• BRIEF
Lines with the word "船岡停車場船迫線" are the ones wanted. Copy each of them from the entries below.
** Opening DATA FOR PROCESSING block **
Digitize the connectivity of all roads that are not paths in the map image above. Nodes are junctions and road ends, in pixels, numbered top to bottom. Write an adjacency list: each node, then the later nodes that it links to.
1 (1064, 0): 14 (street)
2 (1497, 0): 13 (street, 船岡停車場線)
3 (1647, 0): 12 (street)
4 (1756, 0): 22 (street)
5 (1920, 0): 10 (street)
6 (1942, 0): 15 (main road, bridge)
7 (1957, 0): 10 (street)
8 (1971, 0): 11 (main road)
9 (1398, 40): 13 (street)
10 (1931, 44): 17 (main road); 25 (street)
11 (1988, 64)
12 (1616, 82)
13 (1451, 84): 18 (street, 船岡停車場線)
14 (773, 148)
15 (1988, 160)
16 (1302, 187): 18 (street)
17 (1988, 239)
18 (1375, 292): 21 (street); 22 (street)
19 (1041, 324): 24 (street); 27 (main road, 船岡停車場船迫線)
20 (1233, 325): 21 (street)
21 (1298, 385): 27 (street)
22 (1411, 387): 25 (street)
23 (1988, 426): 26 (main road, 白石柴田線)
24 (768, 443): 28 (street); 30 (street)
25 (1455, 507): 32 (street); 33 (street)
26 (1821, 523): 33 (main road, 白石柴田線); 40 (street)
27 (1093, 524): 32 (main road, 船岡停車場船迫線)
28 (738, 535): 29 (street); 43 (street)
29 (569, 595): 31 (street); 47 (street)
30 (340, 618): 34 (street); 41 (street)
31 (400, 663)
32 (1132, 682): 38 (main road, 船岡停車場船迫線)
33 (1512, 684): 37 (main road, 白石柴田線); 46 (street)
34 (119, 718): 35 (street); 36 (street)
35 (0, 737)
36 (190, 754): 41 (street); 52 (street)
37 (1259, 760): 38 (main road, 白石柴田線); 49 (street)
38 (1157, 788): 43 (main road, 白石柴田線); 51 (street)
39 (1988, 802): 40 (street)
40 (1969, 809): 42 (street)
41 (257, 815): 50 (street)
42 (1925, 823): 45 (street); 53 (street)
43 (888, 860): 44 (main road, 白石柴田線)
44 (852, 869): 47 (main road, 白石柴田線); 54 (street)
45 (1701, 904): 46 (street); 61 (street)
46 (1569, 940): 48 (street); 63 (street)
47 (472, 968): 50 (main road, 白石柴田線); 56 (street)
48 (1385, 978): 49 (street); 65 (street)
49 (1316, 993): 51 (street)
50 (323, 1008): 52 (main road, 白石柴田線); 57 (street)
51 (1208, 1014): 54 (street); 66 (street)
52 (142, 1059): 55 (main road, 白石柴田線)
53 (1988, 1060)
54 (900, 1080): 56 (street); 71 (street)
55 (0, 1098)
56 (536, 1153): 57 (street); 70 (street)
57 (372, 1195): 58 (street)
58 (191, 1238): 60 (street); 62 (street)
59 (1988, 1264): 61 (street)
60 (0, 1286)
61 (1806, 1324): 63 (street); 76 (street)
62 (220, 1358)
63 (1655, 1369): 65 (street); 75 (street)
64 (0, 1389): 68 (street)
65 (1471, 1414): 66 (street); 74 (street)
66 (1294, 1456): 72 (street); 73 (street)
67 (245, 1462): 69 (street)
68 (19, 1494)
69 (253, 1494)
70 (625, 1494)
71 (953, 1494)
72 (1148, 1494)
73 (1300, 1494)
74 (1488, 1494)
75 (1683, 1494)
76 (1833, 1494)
** Closing DATA FOR PROCESSING block **
• SOLUTION FOR THIS TASK
19 (1041, 324): 24 (street); 27 (main road, 船岡停車場船迫線)
27 (1093, 524): 32 (main road, 船岡停車場船迫線)
32 (1132, 682): 38 (main road, 船岡停車場船迫線)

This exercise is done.